**YOUR TASK:** Every line of the entries below that includes "Oaklawn" belongs in the answer, copied as written.

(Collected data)
━━━━━━━━━━━━━━━━━━━━

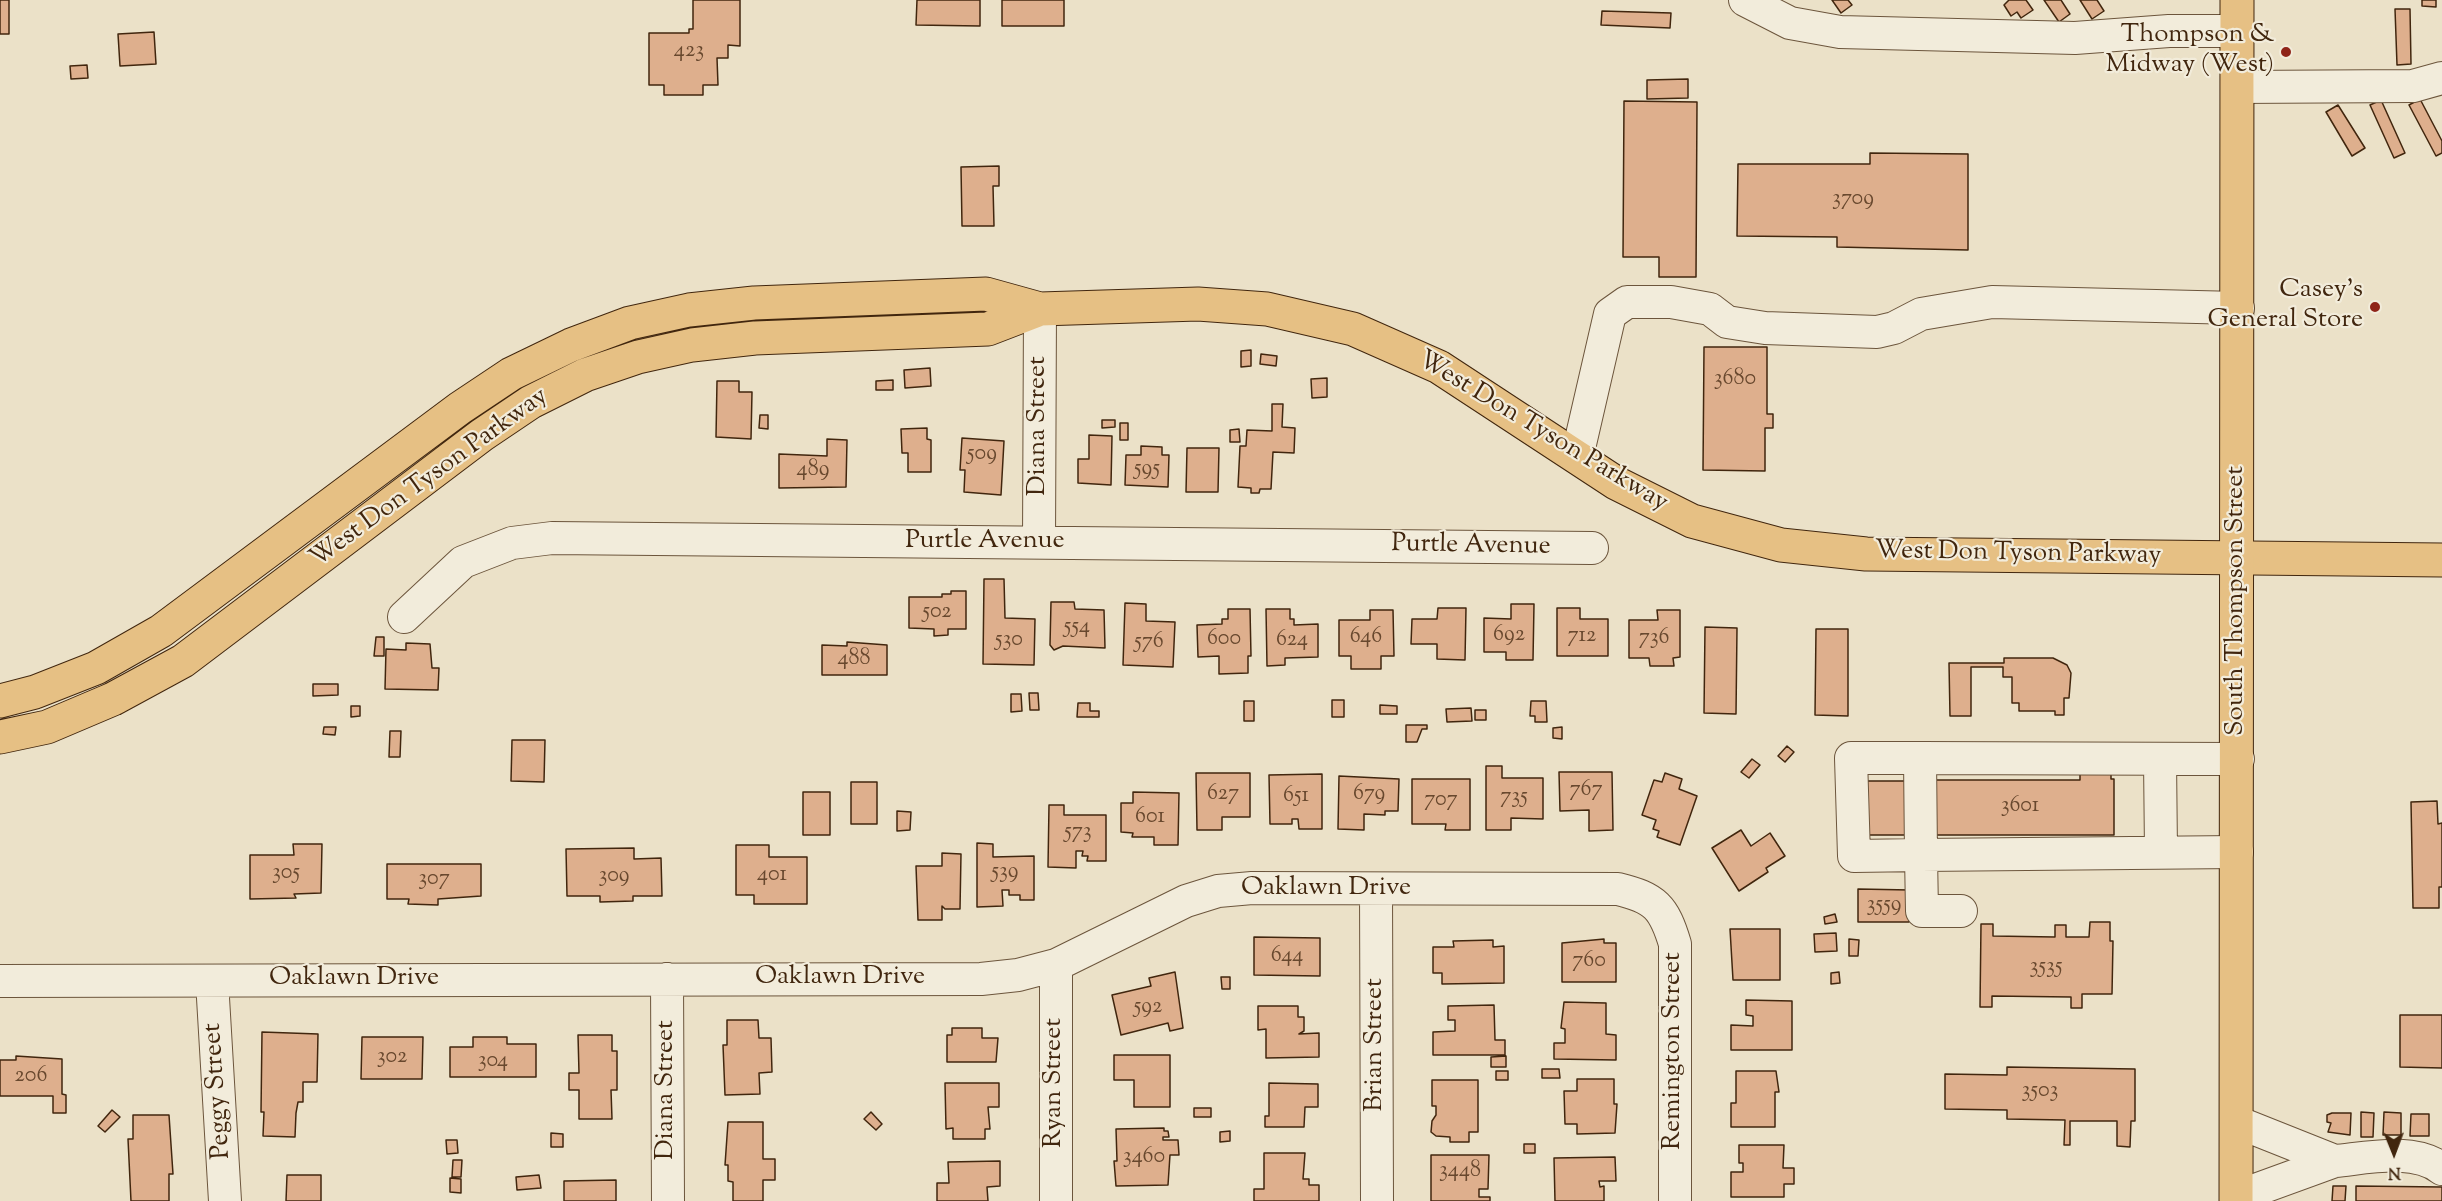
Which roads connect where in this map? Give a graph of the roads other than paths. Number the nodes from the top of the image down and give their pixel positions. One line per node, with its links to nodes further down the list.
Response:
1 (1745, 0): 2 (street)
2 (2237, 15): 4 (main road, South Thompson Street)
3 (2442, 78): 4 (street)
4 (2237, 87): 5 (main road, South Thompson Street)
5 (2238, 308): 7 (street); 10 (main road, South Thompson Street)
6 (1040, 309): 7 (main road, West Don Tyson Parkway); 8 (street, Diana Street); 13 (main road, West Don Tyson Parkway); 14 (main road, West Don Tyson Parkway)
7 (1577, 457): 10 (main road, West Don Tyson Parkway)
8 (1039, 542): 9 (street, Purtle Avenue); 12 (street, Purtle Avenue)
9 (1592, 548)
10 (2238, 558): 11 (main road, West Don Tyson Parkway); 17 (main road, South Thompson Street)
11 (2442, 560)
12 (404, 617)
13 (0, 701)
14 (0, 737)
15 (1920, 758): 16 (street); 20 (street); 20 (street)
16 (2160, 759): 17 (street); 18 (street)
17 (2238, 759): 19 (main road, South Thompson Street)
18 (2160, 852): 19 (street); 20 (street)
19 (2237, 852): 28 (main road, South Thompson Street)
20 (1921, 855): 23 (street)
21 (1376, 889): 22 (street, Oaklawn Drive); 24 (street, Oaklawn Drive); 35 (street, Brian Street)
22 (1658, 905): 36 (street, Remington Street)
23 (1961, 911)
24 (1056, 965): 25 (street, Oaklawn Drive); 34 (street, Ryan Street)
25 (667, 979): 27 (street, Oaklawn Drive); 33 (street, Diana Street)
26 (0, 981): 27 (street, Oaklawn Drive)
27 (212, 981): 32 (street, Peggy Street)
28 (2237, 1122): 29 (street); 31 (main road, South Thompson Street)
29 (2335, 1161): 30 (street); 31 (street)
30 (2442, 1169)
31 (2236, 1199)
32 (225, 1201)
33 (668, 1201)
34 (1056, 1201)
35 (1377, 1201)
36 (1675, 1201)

━━━━━━━━━━━━━━━━━━━━

**REPLY:**
21 (1376, 889): 22 (street, Oaklawn Drive); 24 (street, Oaklawn Drive); 35 (street, Brian Street)
24 (1056, 965): 25 (street, Oaklawn Drive); 34 (street, Ryan Street)
25 (667, 979): 27 (street, Oaklawn Drive); 33 (street, Diana Street)
26 (0, 981): 27 (street, Oaklawn Drive)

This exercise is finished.